[WORK ITEM]
The output must match the entries below exactly, with pictures removed.

:: GIVEN RECORDS ::

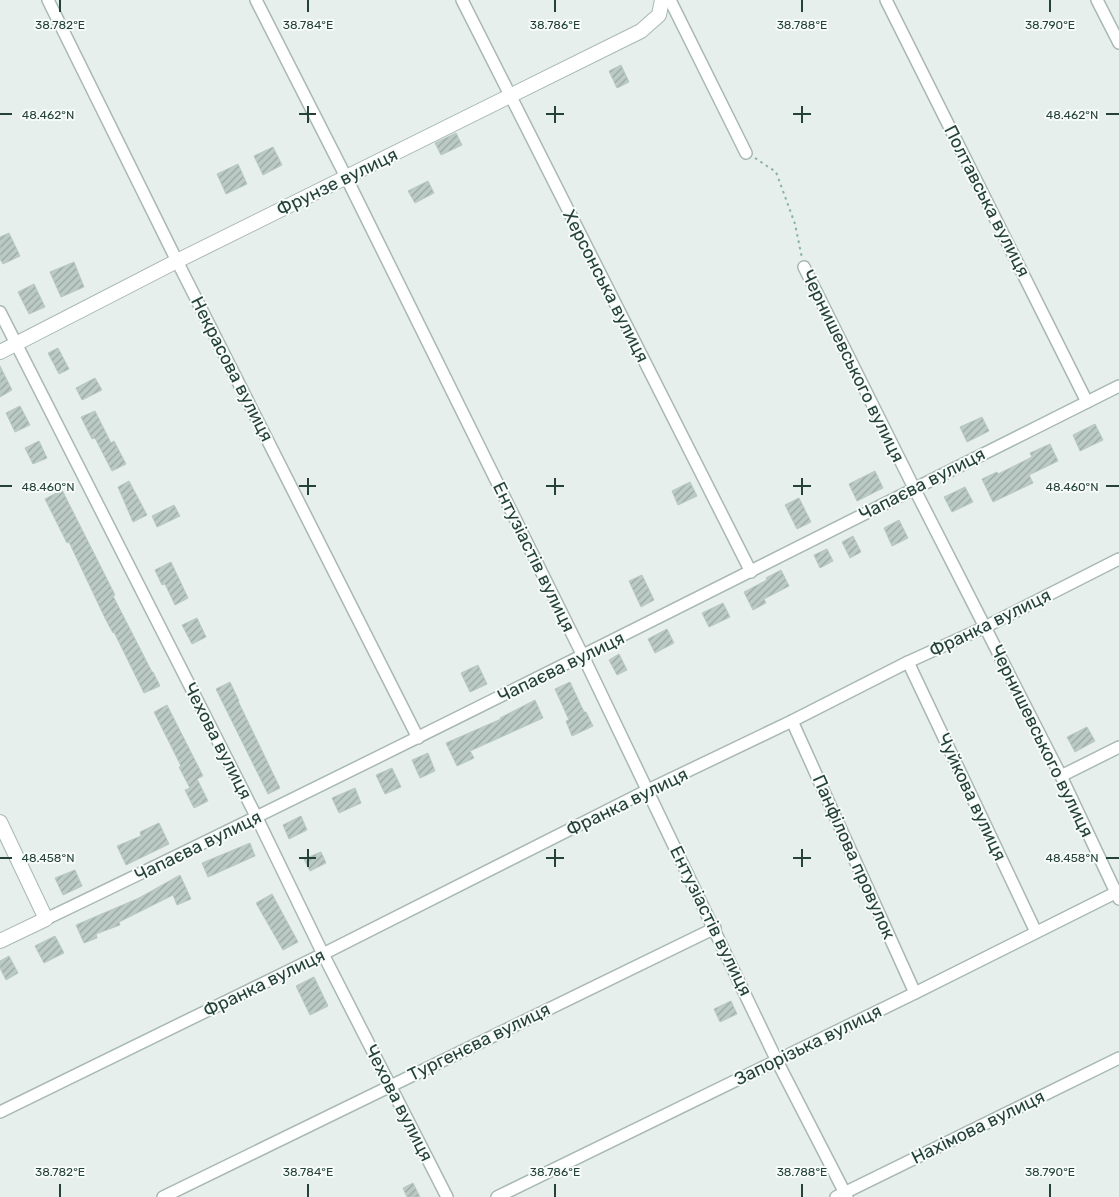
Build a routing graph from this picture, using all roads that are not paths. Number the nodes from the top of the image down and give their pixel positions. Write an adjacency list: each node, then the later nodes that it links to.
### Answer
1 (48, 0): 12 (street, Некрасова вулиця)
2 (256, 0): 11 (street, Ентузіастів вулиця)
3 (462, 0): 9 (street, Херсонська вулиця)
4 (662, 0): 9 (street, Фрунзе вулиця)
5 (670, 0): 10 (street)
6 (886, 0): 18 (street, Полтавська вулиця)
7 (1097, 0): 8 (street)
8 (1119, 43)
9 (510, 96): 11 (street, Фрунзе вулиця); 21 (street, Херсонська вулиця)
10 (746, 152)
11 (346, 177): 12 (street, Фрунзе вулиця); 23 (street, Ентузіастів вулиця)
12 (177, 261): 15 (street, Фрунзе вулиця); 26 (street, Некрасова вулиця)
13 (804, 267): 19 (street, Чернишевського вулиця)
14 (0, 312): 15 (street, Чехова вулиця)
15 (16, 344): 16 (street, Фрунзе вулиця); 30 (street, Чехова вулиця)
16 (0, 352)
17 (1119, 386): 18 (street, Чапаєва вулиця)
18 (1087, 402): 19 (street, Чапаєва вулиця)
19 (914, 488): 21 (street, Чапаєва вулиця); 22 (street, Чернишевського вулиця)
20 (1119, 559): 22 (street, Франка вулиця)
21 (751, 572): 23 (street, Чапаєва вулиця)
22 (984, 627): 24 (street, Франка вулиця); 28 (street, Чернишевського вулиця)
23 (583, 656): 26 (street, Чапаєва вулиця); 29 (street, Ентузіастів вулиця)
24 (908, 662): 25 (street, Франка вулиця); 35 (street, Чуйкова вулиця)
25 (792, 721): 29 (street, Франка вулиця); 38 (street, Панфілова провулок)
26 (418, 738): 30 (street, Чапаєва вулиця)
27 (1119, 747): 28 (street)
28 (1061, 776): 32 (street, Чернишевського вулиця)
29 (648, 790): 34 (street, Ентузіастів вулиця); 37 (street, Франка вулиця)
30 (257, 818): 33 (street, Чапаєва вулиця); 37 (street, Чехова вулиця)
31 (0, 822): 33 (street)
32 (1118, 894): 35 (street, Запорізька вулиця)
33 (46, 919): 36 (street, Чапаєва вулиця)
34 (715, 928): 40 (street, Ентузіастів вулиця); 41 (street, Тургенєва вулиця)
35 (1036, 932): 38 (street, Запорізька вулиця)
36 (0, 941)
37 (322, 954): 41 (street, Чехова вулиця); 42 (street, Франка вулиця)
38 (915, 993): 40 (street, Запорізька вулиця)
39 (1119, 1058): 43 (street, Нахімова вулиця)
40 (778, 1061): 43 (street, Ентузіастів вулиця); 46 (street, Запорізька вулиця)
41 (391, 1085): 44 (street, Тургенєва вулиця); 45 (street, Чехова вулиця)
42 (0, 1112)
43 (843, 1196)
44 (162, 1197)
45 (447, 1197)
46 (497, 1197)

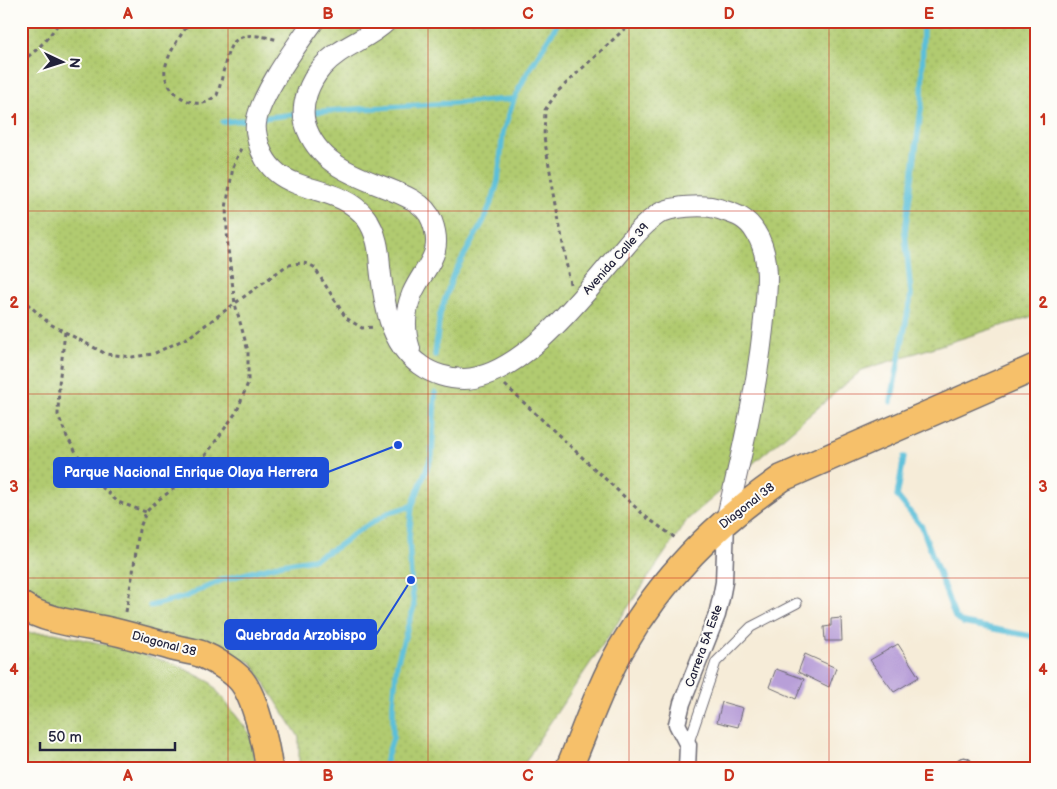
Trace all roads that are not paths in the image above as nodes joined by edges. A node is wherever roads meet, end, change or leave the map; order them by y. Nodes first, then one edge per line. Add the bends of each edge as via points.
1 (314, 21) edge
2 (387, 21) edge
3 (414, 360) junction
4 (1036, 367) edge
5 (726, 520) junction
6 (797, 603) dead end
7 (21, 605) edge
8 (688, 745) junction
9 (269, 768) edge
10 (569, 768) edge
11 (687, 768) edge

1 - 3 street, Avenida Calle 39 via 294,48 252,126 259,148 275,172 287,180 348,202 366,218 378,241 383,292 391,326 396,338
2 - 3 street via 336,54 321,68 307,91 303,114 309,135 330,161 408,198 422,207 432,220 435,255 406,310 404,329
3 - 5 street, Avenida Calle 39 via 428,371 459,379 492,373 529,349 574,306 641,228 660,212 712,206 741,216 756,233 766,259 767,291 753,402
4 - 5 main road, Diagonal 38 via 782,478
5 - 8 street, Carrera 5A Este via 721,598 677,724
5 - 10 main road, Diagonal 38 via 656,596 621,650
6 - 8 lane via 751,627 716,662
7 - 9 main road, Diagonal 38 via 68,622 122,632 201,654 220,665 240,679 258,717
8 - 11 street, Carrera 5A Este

:::

[WRITTEN RESPONSE]
Build a routing graph from this picture, using all roads that are not paths. Number the nodes from the top of the image down and give their pixel positions. Write an adjacency list: each node, then the later nodes that it links to.
### Answer
1 (48, 0): 12 (street, Некрасова вулиця)
2 (256, 0): 11 (street, Ентузіастів вулиця)
3 (462, 0): 9 (street, Херсонська вулиця)
4 (662, 0): 9 (street, Фрунзе вулиця)
5 (670, 0): 10 (street)
6 (886, 0): 18 (street, Полтавська вулиця)
7 (1097, 0): 8 (street)
8 (1119, 43)
9 (510, 96): 11 (street, Фрунзе вулиця); 21 (street, Херсонська вулиця)
10 (746, 152)
11 (346, 177): 12 (street, Фрунзе вулиця); 23 (street, Ентузіастів вулиця)
12 (177, 261): 15 (street, Фрунзе вулиця); 26 (street, Некрасова вулиця)
13 (804, 267): 19 (street, Чернишевського вулиця)
14 (0, 312): 15 (street, Чехова вулиця)
15 (16, 344): 16 (street, Фрунзе вулиця); 30 (street, Чехова вулиця)
16 (0, 352)
17 (1119, 386): 18 (street, Чапаєва вулиця)
18 (1087, 402): 19 (street, Чапаєва вулиця)
19 (914, 488): 21 (street, Чапаєва вулиця); 22 (street, Чернишевського вулиця)
20 (1119, 559): 22 (street, Франка вулиця)
21 (751, 572): 23 (street, Чапаєва вулиця)
22 (984, 627): 24 (street, Франка вулиця); 28 (street, Чернишевського вулиця)
23 (583, 656): 26 (street, Чапаєва вулиця); 29 (street, Ентузіастів вулиця)
24 (908, 662): 25 (street, Франка вулиця); 35 (street, Чуйкова вулиця)
25 (792, 721): 29 (street, Франка вулиця); 38 (street, Панфілова провулок)
26 (418, 738): 30 (street, Чапаєва вулиця)
27 (1119, 747): 28 (street)
28 (1061, 776): 32 (street, Чернишевського вулиця)
29 (648, 790): 34 (street, Ентузіастів вулиця); 37 (street, Франка вулиця)
30 (257, 818): 33 (street, Чапаєва вулиця); 37 (street, Чехова вулиця)
31 (0, 822): 33 (street)
32 (1118, 894): 35 (street, Запорізька вулиця)
33 (46, 919): 36 (street, Чапаєва вулиця)
34 (715, 928): 40 (street, Ентузіастів вулиця); 41 (street, Тургенєва вулиця)
35 (1036, 932): 38 (street, Запорізька вулиця)
36 (0, 941)
37 (322, 954): 41 (street, Чехова вулиця); 42 (street, Франка вулиця)
38 (915, 993): 40 (street, Запорізька вулиця)
39 (1119, 1058): 43 (street, Нахімова вулиця)
40 (778, 1061): 43 (street, Ентузіастів вулиця); 46 (street, Запорізька вулиця)
41 (391, 1085): 44 (street, Тургенєва вулиця); 45 (street, Чехова вулиця)
42 (0, 1112)
43 (843, 1196)
44 (162, 1197)
45 (447, 1197)
46 (497, 1197)

Trace all roads that are not paths in the image above as nodes joined by edges. A node is wherever roads meet, end, change or leave the map; order them by y. Nodes first, then one edge per line. Add the bends of each edge as via points.
1 (314, 21) edge
2 (387, 21) edge
3 (414, 360) junction
4 (1036, 367) edge
5 (726, 520) junction
6 (797, 603) dead end
7 (21, 605) edge
8 (688, 745) junction
9 (269, 768) edge
10 (569, 768) edge
11 (687, 768) edge

1 - 3 street, Avenida Calle 39 via 294,48 252,126 259,148 275,172 287,180 348,202 366,218 378,241 383,292 391,326 396,338
2 - 3 street via 336,54 321,68 307,91 303,114 309,135 330,161 408,198 422,207 432,220 435,255 406,310 404,329
3 - 5 street, Avenida Calle 39 via 428,371 459,379 492,373 529,349 574,306 641,228 660,212 712,206 741,216 756,233 766,259 767,291 753,402
4 - 5 main road, Diagonal 38 via 782,478
5 - 8 street, Carrera 5A Este via 721,598 677,724
5 - 10 main road, Diagonal 38 via 656,596 621,650
6 - 8 lane via 751,627 716,662
7 - 9 main road, Diagonal 38 via 68,622 122,632 201,654 220,665 240,679 258,717
8 - 11 street, Carrera 5A Este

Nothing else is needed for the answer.